» **RECORDED DATA**

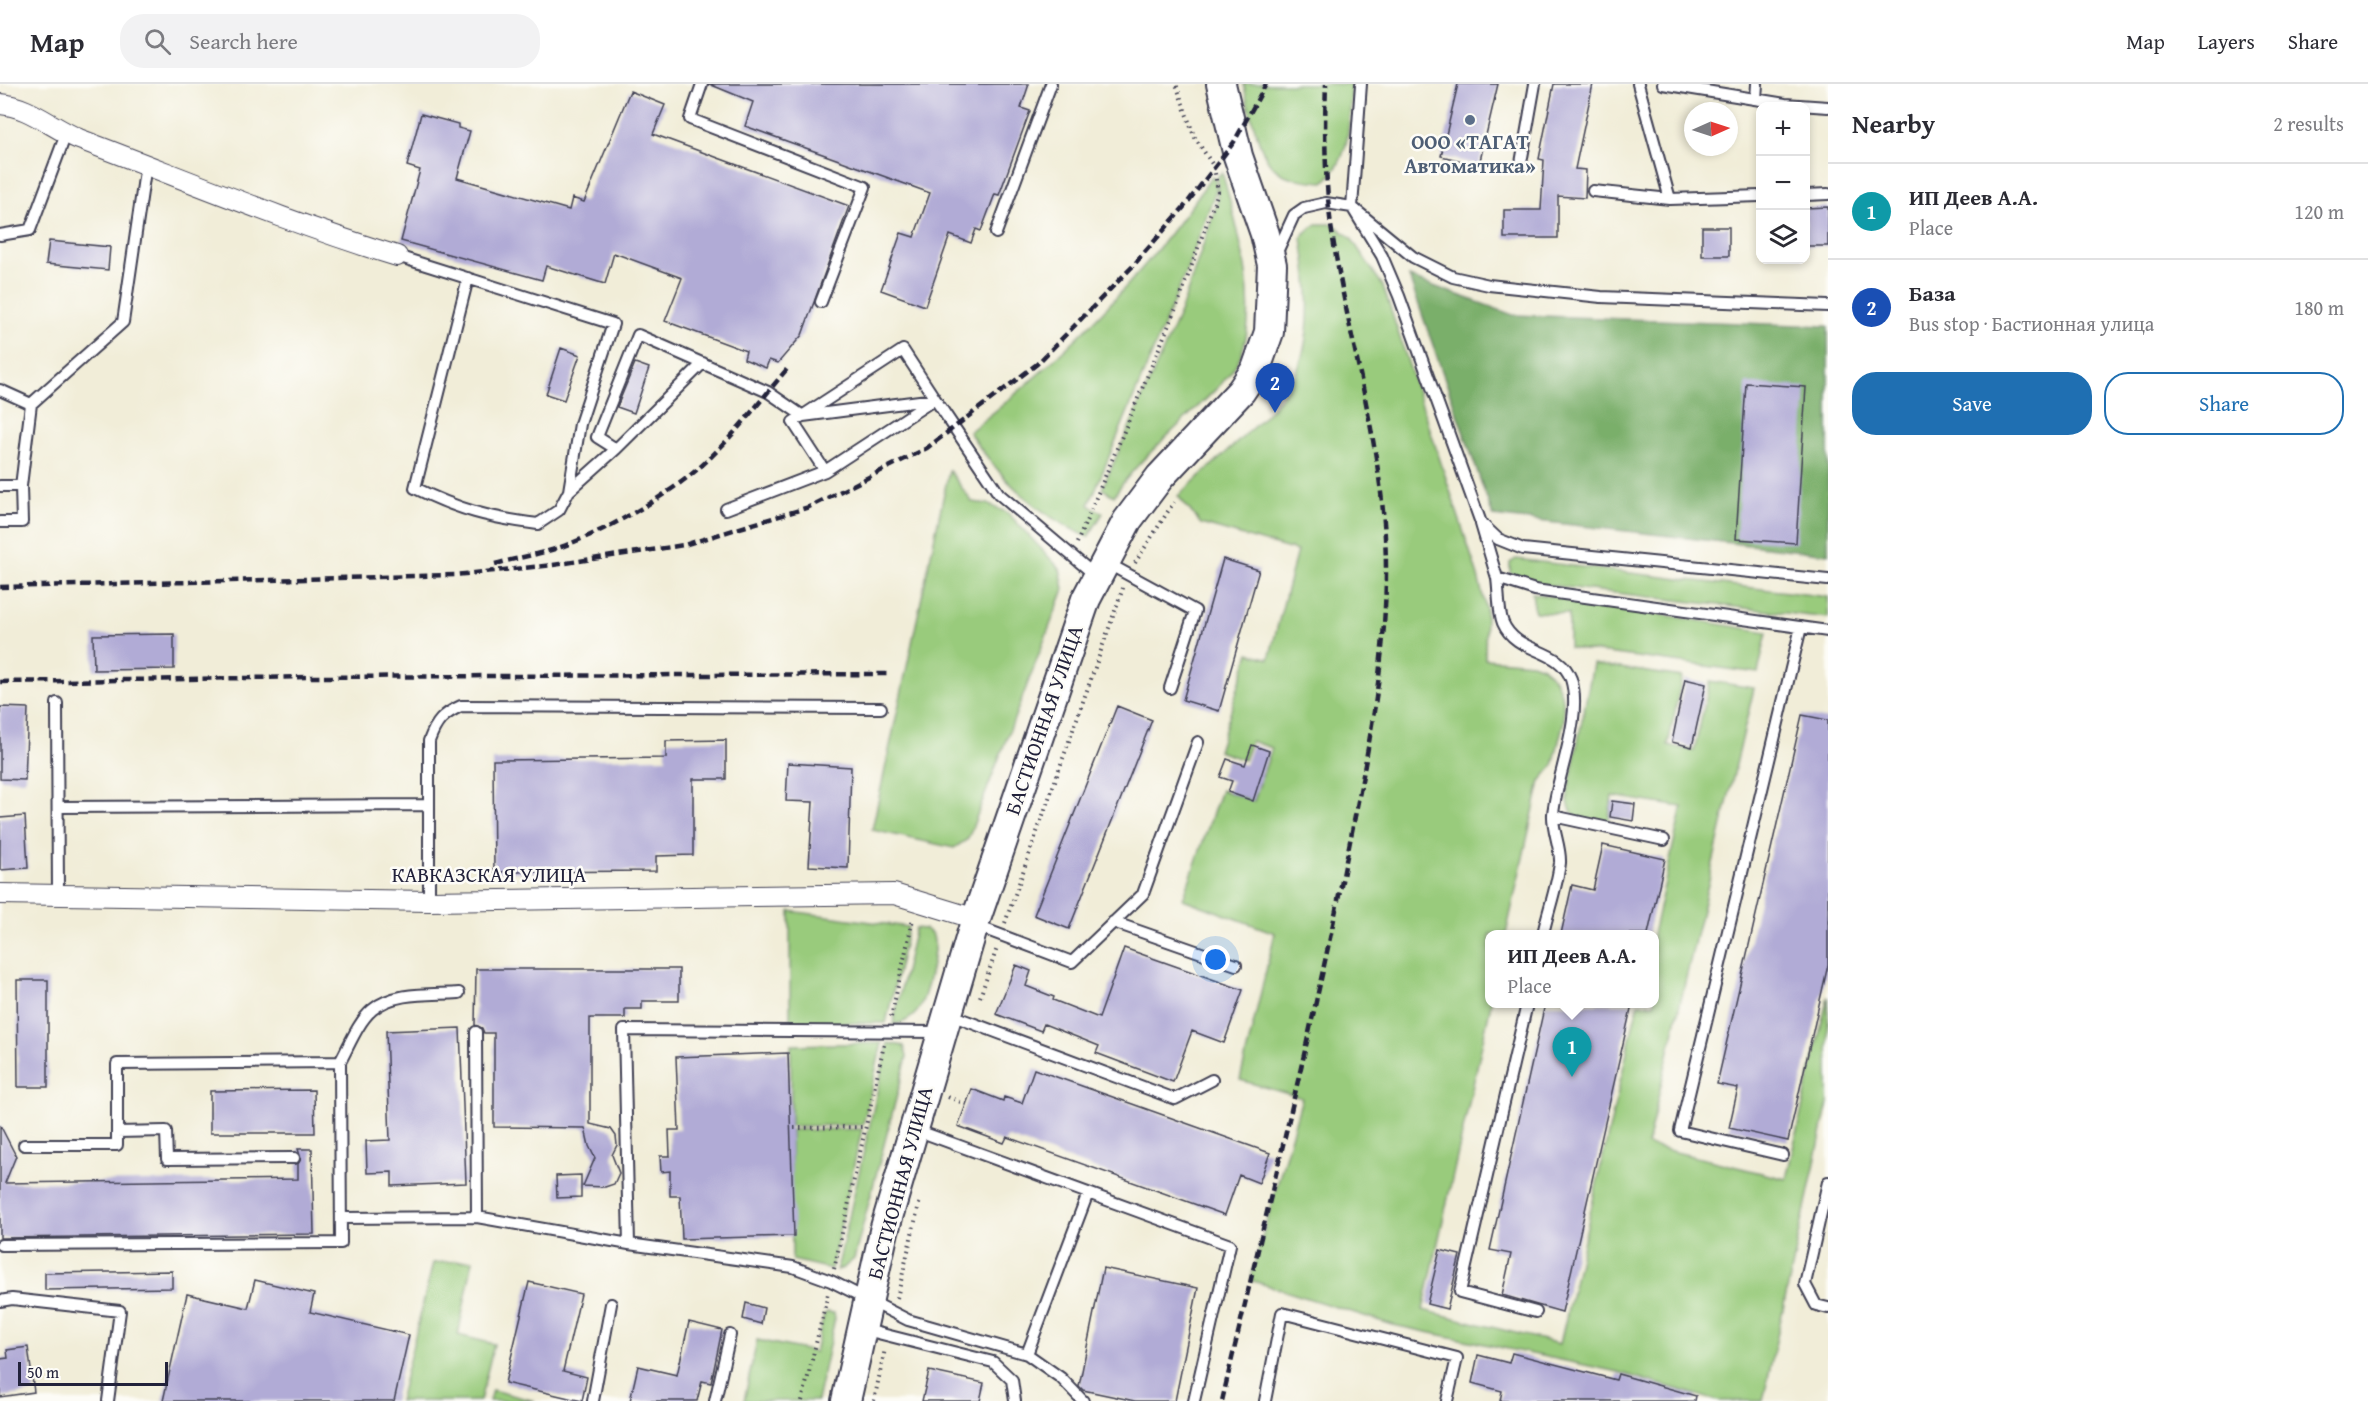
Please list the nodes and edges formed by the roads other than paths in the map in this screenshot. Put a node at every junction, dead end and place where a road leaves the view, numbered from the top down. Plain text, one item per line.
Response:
1 (702, 84) edge
2 (1051, 84) edge
3 (1221, 84) edge
4 (1361, 84) edge
5 (1535, 84) edge
6 (1638, 84) edge
7 (1663, 84) edge
8 (1757, 84) edge
9 (1756, 99) junction
10 (1770, 102) edge
11 (0, 104) edge
12 (1810, 106) edge
13 (1828, 107) edge
14 (66, 134) junction
15 (1521, 163) dead end
16 (146, 164) junction
17 (1593, 191) dead end
18 (1828, 194) edge
19 (1810, 195) edge
20 (1756, 196) edge
21 (1670, 199) junction
22 (1352, 207) junction
23 (996, 233) dead end
24 (0, 235) edge
25 (397, 256) joint
26 (1272, 265) junction
27 (468, 278) junction
28 (821, 302) dead end
29 (1828, 306) edge
30 (703, 363) junction
31 (0, 390) edge
32 (935, 399) junction
33 (31, 404) junction
34 (803, 416) junction
35 (616, 449) junction
36 (825, 471) junction
37 (0, 486) edge
38 (21, 486) junction
39 (569, 490) junction
40 (726, 509) dead end
41 (0, 522) edge
42 (1481, 524) junction
43 (1100, 569) junction
44 (1497, 578) junction
45 (1828, 580) edge
46 (1801, 627) junction
47 (1828, 630) edge
48 (1170, 688) dead end
49 (57, 703) dead end
50 (881, 708) dead end
51 (1198, 742) dead end
52 (428, 805) junction
53 (58, 807) junction
54 (1553, 816) junction
55 (1664, 840) dead end
56 (58, 893) junction
57 (0, 894) edge
58 (429, 901) junction
59 (975, 922) junction
60 (1113, 922) junction
61 (1544, 930) edge
62 (1236, 965) dead end
63 (459, 993) dead end
64 (1526, 1008) edge
65 (945, 1023) junction
66 (476, 1032) dead end
67 (340, 1062) junction
68 (1212, 1080) dead end
69 (913, 1129) junction
70 (117, 1132) junction
71 (24, 1145) dead end
72 (1783, 1155) dead end
73 (294, 1158) dead end
74 (1828, 1182) edge
75 (1088, 1192) junction
76 (477, 1217) junction
77 (341, 1218) junction
78 (629, 1244) junction
79 (0, 1245) edge
80 (0, 1301) edge
81 (869, 1302) junction
82 (611, 1304) dead end
83 (1828, 1308) edge
84 (1536, 1312) dead end
85 (862, 1329) junction
86 (730, 1335) dead end
87 (1027, 1354) junction
88 (108, 1401) edge
89 (593, 1401) edge
90 (715, 1401) edge
91 (846, 1401) edge
92 (1015, 1401) edge
93 (1083, 1401) edge
94 (1194, 1401) edge
95 (1265, 1401) edge
96 (1447, 1401) edge

1 - 28 lane
2 - 23 lane
3 - 26 main road, БАСТИОННАЯ УЛИЦА
4 - 22 lane
5 - 15 lane
6 - 21 lane
7 - 9 lane
8 - 9 lane
9 - 10 lane
11 - 14 street
12 - 13 lane
14 - 16 street
14 - 24 lane
16 - 25 street
16 - 33 lane
17 - 21 lane
18 - 19 lane
20 - 21 lane
22 - 26 lane
22 - 29 lane
22 - 42 lane
25 - 27 lane
26 - 43 main road, БАСТИОННАЯ УЛИЦА
27 - 39 lane
27 - 39 lane
30 - 34 lane
30 - 35 lane
30 - 35 lane
31 - 33 lane
32 - 34 lane
32 - 34 lane
32 - 36 lane
32 - 43 lane
33 - 38 lane
34 - 36 lane
35 - 39 lane
36 - 40 lane
37 - 38 lane
38 - 41 lane
42 - 44 lane
42 - 45 lane
43 - 48 lane
43 - 59 main road, БАСТИОННАЯ УЛИЦА
44 - 46 lane
44 - 54 lane
46 - 47 lane
46 - 72 lane
49 - 53 lane
50 - 52 lane
51 - 60 lane
52 - 53 lane
52 - 58 lane
53 - 56 lane
54 - 55 lane
54 - 61 lane
56 - 57 street, КАВКАЗСКАЯ УЛИЦА
56 - 58 street, КАВКАЗСКАЯ УЛИЦА
58 - 59 street, КАВКАЗСКАЯ УЛИЦА
59 - 60 lane
59 - 65 main road, БАСТИОННАЯ УЛИЦА
60 - 62 lane
63 - 67 lane
64 - 84 lane
65 - 68 lane
65 - 69 main road, БАСТИОННАЯ УЛИЦА
65 - 78 lane
66 - 76 lane
67 - 70 lane
67 - 77 lane
69 - 75 lane
69 - 81 main road, БАСТИОННАЯ УЛИЦА
70 - 71 lane
70 - 73 lane
74 - 83 lane
75 - 87 lane
75 - 94 lane
76 - 77 lane
76 - 78 lane
77 - 79 lane
78 - 81 lane
80 - 88 lane
81 - 85 main road, БАСТИОННАЯ УЛИЦА
81 - 87 lane
82 - 89 lane
85 - 91 main road, БАСТИОННАЯ УЛИЦА
85 - 92 lane
86 - 90 lane
87 - 93 lane
95 - 96 lane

» **HOW TO COMPLETE THIS TASK**
Every line holding the word "КАВКАЗСКАЯ" should be copied out of the material.

» **SOLUTION**
56 - 57 street, КАВКАЗСКАЯ УЛИЦА
56 - 58 street, КАВКАЗСКАЯ УЛИЦА
58 - 59 street, КАВКАЗСКАЯ УЛИЦА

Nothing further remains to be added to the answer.